▶ **Exercise description**
Transcribe the records word for word. Leave every picture out.

---------- Supplied material

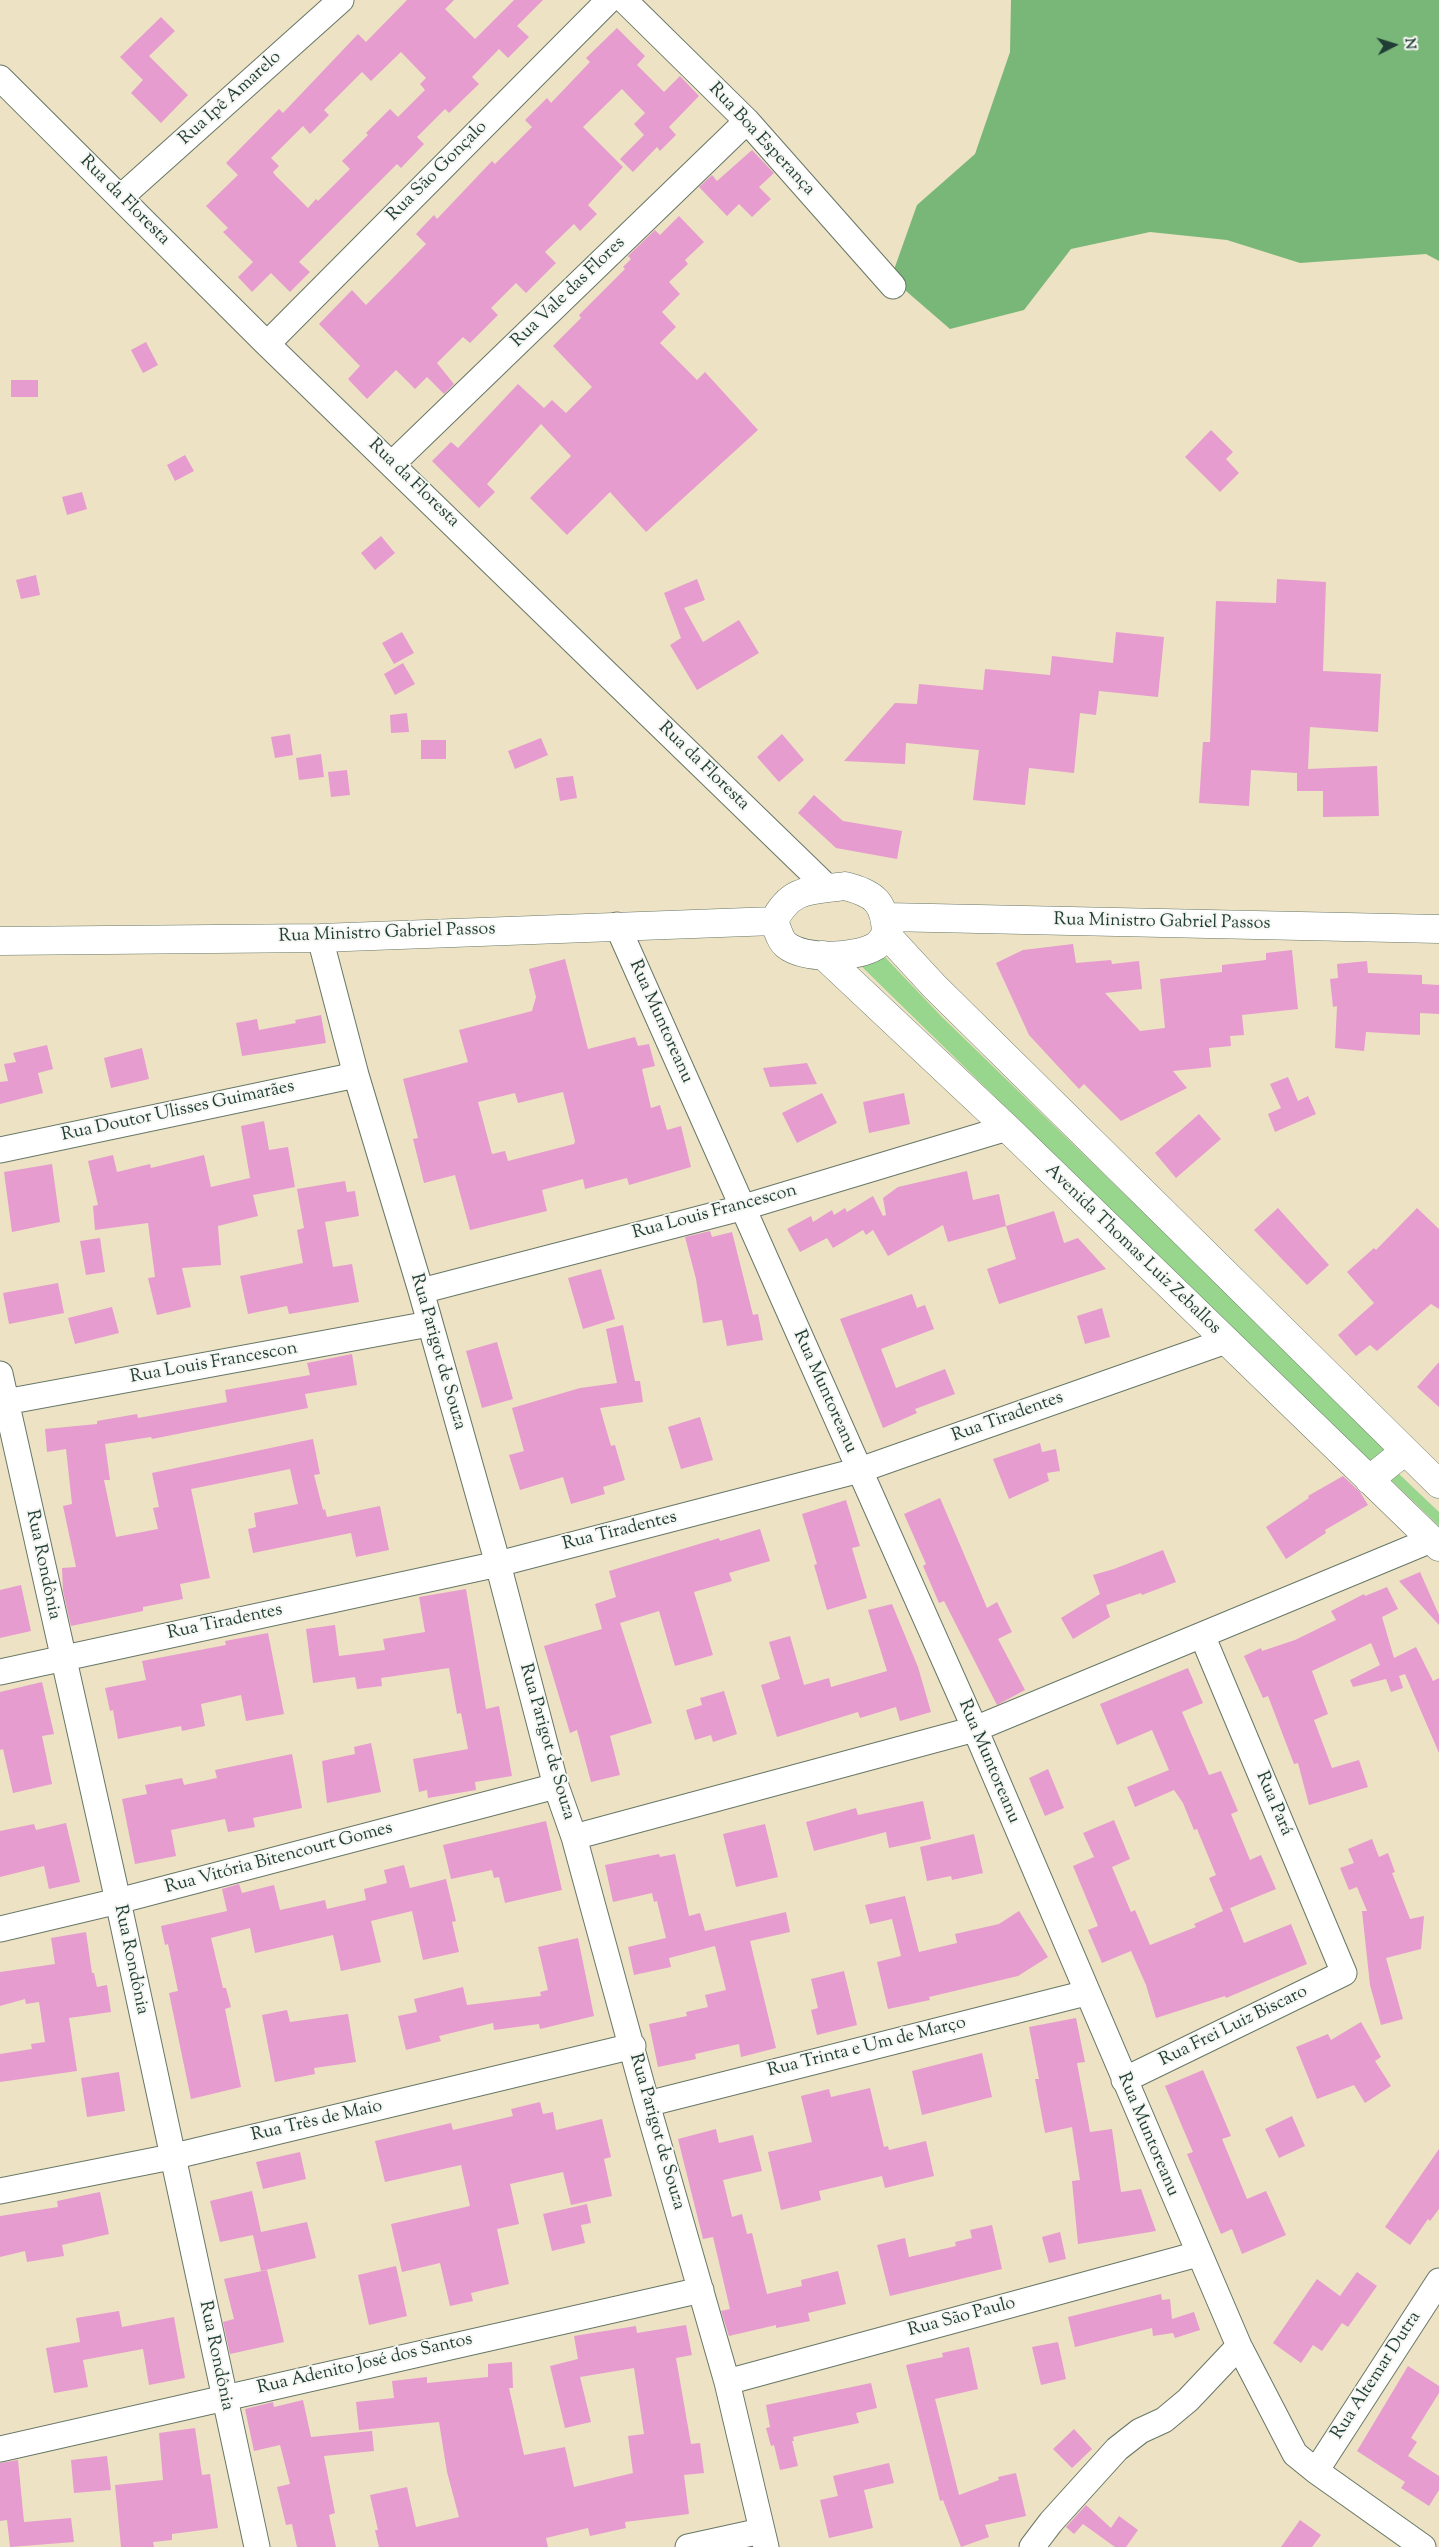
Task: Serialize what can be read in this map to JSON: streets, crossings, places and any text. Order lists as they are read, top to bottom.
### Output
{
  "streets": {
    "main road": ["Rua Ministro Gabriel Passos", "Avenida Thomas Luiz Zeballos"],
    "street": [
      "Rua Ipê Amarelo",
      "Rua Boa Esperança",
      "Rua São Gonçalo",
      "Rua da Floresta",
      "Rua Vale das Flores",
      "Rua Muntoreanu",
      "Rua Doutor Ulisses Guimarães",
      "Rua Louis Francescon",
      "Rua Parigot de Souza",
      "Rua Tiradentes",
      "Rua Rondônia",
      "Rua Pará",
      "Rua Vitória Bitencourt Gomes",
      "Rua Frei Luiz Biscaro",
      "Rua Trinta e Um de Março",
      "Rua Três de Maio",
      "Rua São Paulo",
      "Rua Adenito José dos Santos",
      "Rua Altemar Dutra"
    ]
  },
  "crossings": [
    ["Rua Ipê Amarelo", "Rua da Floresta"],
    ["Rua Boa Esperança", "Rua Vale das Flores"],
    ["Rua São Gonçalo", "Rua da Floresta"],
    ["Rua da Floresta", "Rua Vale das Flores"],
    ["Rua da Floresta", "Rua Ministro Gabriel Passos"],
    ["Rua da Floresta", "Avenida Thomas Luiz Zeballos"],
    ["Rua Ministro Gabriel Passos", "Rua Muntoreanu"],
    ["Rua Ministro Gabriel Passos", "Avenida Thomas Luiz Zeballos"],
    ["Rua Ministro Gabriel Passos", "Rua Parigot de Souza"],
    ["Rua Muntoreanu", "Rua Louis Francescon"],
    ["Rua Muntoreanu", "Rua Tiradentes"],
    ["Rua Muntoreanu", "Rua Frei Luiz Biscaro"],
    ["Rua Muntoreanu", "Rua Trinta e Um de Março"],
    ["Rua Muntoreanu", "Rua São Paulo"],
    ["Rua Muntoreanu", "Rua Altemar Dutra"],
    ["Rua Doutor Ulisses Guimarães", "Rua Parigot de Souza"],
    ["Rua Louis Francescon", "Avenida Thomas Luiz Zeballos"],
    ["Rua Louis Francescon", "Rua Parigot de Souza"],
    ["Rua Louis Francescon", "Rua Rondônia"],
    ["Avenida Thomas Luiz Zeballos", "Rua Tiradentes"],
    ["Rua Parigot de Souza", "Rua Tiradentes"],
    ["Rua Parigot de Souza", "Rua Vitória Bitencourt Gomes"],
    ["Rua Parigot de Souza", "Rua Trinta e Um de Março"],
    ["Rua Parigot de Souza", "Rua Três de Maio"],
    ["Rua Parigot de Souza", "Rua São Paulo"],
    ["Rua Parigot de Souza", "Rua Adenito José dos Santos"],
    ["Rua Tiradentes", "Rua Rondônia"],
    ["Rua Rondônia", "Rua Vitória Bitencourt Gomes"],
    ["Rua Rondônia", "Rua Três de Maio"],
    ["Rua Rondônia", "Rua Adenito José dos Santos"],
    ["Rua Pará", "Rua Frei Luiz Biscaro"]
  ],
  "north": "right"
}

--------------------

▶ **Result**
Task: Serialize what can be read in this map to JSON: streets, crossings, places and any text. Order lists as they are read, top to bottom.
### Output
{
  "streets": {
    "main road": ["Rua Ministro Gabriel Passos", "Avenida Thomas Luiz Zeballos"],
    "street": [
      "Rua Ipê Amarelo",
      "Rua Boa Esperança",
      "Rua São Gonçalo",
      "Rua da Floresta",
      "Rua Vale das Flores",
      "Rua Muntoreanu",
      "Rua Doutor Ulisses Guimarães",
      "Rua Louis Francescon",
      "Rua Parigot de Souza",
      "Rua Tiradentes",
      "Rua Rondônia",
      "Rua Pará",
      "Rua Vitória Bitencourt Gomes",
      "Rua Frei Luiz Biscaro",
      "Rua Trinta e Um de Março",
      "Rua Três de Maio",
      "Rua São Paulo",
      "Rua Adenito José dos Santos",
      "Rua Altemar Dutra"
    ]
  },
  "crossings": [
    ["Rua Ipê Amarelo", "Rua da Floresta"],
    ["Rua Boa Esperança", "Rua Vale das Flores"],
    ["Rua São Gonçalo", "Rua da Floresta"],
    ["Rua da Floresta", "Rua Vale das Flores"],
    ["Rua da Floresta", "Rua Ministro Gabriel Passos"],
    ["Rua da Floresta", "Avenida Thomas Luiz Zeballos"],
    ["Rua Ministro Gabriel Passos", "Rua Muntoreanu"],
    ["Rua Ministro Gabriel Passos", "Avenida Thomas Luiz Zeballos"],
    ["Rua Ministro Gabriel Passos", "Rua Parigot de Souza"],
    ["Rua Muntoreanu", "Rua Louis Francescon"],
    ["Rua Muntoreanu", "Rua Tiradentes"],
    ["Rua Muntoreanu", "Rua Frei Luiz Biscaro"],
    ["Rua Muntoreanu", "Rua Trinta e Um de Março"],
    ["Rua Muntoreanu", "Rua São Paulo"],
    ["Rua Muntoreanu", "Rua Altemar Dutra"],
    ["Rua Doutor Ulisses Guimarães", "Rua Parigot de Souza"],
    ["Rua Louis Francescon", "Avenida Thomas Luiz Zeballos"],
    ["Rua Louis Francescon", "Rua Parigot de Souza"],
    ["Rua Louis Francescon", "Rua Rondônia"],
    ["Avenida Thomas Luiz Zeballos", "Rua Tiradentes"],
    ["Rua Parigot de Souza", "Rua Tiradentes"],
    ["Rua Parigot de Souza", "Rua Vitória Bitencourt Gomes"],
    ["Rua Parigot de Souza", "Rua Trinta e Um de Março"],
    ["Rua Parigot de Souza", "Rua Três de Maio"],
    ["Rua Parigot de Souza", "Rua São Paulo"],
    ["Rua Parigot de Souza", "Rua Adenito José dos Santos"],
    ["Rua Tiradentes", "Rua Rondônia"],
    ["Rua Rondônia", "Rua Vitória Bitencourt Gomes"],
    ["Rua Rondônia", "Rua Três de Maio"],
    ["Rua Rondônia", "Rua Adenito José dos Santos"],
    ["Rua Pará", "Rua Frei Luiz Biscaro"]
  ],
  "north": "right"
}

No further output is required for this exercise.